*Goal of the exercise*
Check each line of the data below for the word "Figlia". How many lines have it? Answer with the number alone.

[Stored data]
━━━━━━

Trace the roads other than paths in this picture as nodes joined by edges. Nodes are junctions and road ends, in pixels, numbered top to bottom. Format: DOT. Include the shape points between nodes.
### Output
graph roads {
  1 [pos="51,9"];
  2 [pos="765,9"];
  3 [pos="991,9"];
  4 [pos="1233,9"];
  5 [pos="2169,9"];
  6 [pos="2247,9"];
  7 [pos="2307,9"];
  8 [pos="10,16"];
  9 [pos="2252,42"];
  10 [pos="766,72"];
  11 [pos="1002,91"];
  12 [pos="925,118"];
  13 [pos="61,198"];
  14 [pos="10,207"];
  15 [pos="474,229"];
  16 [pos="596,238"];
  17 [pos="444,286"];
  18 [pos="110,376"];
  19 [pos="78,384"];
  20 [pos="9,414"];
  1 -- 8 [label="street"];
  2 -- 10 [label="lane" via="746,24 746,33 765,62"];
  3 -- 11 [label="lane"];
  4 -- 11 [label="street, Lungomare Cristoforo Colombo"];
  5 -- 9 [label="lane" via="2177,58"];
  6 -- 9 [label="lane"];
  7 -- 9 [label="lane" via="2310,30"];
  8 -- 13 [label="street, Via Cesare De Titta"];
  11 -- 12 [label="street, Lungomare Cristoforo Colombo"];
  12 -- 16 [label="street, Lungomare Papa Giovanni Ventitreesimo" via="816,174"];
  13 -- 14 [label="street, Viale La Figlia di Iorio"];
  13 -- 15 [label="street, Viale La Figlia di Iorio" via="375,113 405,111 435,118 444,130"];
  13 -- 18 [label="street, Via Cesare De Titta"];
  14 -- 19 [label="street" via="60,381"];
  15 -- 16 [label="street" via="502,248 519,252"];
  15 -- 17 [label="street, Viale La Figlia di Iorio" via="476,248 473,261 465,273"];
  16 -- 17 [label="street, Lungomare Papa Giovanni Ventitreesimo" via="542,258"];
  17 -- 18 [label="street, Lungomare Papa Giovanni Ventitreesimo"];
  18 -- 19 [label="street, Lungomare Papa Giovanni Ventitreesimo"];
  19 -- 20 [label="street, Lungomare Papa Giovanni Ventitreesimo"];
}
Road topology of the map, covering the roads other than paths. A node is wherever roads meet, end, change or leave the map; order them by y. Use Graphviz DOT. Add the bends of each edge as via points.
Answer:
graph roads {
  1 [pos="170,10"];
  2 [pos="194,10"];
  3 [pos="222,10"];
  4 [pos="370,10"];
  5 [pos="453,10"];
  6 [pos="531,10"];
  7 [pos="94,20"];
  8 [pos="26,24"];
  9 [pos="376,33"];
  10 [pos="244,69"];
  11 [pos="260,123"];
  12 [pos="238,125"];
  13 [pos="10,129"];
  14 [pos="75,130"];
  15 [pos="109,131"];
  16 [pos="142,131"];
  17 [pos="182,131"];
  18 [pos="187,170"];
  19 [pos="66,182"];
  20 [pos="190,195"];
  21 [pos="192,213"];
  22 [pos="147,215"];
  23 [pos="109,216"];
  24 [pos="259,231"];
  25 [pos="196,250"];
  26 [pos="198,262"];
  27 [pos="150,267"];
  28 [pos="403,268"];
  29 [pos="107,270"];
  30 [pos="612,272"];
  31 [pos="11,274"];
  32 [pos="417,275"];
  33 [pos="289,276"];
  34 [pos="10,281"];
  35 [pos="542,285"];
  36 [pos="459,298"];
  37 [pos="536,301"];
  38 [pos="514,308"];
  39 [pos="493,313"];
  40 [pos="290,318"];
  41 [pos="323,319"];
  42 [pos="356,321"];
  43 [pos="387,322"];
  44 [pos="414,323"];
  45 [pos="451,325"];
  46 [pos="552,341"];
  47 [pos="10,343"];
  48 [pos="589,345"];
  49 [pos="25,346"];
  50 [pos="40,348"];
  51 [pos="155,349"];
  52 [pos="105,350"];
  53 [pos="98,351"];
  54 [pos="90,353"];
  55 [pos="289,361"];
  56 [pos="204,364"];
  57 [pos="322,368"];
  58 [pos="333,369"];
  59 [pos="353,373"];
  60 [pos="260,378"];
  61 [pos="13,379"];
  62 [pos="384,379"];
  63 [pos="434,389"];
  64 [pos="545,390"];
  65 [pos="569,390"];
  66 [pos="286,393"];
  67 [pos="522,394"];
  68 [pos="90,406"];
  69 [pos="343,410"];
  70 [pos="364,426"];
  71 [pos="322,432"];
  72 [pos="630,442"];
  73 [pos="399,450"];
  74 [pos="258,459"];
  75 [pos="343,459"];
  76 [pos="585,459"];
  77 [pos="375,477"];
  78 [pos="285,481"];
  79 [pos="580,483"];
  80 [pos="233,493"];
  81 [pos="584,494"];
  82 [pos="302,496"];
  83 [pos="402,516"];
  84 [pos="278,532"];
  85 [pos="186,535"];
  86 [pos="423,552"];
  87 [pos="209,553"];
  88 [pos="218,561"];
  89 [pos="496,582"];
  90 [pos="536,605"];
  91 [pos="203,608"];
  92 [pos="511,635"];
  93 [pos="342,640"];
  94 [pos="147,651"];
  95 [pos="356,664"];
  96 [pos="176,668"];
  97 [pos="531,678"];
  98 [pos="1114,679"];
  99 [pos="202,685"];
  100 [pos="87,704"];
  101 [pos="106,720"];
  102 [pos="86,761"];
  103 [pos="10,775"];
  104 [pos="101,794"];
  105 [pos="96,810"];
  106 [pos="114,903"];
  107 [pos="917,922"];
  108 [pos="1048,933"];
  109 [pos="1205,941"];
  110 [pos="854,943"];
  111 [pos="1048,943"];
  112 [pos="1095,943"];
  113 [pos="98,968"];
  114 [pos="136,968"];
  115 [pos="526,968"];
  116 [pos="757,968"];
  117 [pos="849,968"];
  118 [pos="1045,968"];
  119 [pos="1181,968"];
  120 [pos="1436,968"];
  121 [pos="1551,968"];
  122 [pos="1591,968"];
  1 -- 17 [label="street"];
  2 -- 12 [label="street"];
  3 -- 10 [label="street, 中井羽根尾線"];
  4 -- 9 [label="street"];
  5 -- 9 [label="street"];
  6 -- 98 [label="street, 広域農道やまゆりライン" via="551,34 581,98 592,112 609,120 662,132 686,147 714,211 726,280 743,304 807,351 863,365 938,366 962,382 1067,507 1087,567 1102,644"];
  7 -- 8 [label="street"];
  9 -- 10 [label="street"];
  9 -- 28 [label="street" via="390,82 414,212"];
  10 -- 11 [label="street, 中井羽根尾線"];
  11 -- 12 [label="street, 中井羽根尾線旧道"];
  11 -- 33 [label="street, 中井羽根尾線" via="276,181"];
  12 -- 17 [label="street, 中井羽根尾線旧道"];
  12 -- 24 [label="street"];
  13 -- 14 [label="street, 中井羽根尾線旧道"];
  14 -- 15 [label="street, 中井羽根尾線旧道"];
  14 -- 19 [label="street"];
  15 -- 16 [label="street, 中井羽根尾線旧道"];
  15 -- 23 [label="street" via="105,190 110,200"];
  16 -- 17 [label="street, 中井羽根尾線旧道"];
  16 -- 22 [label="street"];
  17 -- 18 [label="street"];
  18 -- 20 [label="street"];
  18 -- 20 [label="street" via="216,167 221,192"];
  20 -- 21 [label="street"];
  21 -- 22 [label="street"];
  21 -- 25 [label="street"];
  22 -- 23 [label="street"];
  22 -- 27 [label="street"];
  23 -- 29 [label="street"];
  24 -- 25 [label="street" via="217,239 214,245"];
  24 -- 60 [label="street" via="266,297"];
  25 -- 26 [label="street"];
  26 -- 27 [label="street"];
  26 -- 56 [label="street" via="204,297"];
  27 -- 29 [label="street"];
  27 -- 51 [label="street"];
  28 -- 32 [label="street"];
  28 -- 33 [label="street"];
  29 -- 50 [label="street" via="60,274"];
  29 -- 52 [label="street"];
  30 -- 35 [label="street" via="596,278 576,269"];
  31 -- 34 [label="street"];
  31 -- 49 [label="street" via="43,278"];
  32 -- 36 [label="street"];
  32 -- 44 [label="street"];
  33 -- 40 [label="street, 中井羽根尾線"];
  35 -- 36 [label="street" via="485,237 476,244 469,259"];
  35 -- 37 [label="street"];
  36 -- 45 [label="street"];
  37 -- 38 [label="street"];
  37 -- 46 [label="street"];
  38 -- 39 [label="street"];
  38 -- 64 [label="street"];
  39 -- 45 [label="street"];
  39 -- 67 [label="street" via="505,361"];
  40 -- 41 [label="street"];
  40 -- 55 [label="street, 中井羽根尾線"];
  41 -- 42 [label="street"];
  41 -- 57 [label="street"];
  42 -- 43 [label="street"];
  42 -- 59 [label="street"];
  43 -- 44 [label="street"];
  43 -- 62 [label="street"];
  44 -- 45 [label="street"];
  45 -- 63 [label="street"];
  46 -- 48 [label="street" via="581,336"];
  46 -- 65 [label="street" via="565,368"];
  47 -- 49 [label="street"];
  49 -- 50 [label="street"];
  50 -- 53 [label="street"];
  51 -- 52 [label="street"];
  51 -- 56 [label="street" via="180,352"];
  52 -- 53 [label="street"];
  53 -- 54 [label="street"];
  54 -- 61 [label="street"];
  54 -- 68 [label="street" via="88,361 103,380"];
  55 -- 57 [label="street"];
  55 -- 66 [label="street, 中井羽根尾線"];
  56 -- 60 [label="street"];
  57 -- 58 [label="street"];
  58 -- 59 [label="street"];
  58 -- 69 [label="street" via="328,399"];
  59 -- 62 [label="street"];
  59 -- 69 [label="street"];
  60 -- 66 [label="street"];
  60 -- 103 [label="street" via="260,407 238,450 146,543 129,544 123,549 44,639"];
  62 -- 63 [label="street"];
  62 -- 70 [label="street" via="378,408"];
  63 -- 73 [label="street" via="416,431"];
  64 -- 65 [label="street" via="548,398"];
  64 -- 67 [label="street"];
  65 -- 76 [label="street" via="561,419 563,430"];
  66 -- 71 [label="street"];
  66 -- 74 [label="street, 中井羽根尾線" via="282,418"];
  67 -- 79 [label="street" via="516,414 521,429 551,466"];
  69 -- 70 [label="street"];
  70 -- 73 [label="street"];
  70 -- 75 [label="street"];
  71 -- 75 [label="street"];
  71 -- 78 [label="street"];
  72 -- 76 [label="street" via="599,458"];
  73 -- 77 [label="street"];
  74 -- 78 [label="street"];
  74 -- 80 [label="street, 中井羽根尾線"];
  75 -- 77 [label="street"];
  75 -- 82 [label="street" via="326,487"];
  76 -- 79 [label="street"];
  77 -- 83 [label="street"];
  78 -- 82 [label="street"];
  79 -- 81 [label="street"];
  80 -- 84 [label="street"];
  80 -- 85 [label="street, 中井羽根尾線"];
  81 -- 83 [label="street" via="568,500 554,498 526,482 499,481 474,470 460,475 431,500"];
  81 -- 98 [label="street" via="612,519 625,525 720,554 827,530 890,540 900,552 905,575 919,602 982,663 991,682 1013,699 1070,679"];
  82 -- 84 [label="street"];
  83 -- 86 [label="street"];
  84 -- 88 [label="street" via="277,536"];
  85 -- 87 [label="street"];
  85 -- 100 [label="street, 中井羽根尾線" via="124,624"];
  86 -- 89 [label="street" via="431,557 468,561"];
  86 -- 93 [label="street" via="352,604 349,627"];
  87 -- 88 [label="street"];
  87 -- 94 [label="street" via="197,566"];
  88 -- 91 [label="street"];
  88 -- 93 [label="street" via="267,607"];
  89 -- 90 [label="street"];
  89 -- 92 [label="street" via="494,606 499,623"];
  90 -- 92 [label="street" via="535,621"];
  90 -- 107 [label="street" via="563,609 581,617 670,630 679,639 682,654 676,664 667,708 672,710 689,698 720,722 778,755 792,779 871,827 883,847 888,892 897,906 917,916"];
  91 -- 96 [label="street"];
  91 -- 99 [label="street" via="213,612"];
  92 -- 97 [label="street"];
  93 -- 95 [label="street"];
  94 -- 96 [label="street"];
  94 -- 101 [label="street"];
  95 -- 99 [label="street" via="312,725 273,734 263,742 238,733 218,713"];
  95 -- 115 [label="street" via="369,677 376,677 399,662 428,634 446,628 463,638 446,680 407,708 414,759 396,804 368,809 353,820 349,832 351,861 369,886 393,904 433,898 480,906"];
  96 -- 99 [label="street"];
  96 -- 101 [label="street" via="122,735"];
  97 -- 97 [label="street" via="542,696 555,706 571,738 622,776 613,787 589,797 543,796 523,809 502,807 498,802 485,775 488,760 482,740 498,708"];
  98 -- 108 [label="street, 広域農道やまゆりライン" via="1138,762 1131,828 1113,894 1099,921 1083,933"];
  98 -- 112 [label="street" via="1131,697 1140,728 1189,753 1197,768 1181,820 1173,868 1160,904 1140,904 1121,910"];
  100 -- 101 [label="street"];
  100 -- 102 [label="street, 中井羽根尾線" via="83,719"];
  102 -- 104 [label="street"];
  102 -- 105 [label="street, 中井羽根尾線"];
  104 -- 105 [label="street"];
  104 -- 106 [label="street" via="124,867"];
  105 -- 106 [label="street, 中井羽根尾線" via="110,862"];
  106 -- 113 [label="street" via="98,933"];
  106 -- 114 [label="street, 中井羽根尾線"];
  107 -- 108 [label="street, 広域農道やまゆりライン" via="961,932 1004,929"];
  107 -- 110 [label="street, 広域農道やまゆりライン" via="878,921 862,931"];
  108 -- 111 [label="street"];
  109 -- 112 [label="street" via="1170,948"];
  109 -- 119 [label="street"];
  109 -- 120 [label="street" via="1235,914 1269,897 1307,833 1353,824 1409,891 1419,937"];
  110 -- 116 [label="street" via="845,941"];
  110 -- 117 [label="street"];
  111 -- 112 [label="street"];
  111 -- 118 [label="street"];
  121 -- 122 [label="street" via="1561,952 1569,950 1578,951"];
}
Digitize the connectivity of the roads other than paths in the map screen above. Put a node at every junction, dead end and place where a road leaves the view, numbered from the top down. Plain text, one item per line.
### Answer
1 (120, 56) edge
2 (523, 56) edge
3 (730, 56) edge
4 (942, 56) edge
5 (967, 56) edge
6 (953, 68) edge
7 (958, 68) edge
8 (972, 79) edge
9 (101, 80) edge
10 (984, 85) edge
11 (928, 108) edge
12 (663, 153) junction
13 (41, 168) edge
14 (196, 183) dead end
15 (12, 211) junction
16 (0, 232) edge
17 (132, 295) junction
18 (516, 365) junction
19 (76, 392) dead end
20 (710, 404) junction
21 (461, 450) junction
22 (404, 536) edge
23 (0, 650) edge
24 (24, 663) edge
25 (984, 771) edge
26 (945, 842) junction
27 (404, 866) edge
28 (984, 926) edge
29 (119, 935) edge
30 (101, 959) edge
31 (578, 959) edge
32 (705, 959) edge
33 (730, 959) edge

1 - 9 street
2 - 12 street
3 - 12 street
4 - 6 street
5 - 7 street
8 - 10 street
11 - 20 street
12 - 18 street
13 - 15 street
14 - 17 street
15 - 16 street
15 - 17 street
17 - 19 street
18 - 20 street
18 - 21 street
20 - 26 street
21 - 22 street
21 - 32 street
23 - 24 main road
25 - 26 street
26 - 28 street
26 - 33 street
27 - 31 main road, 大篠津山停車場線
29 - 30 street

━━━━━━

*Written reply*
3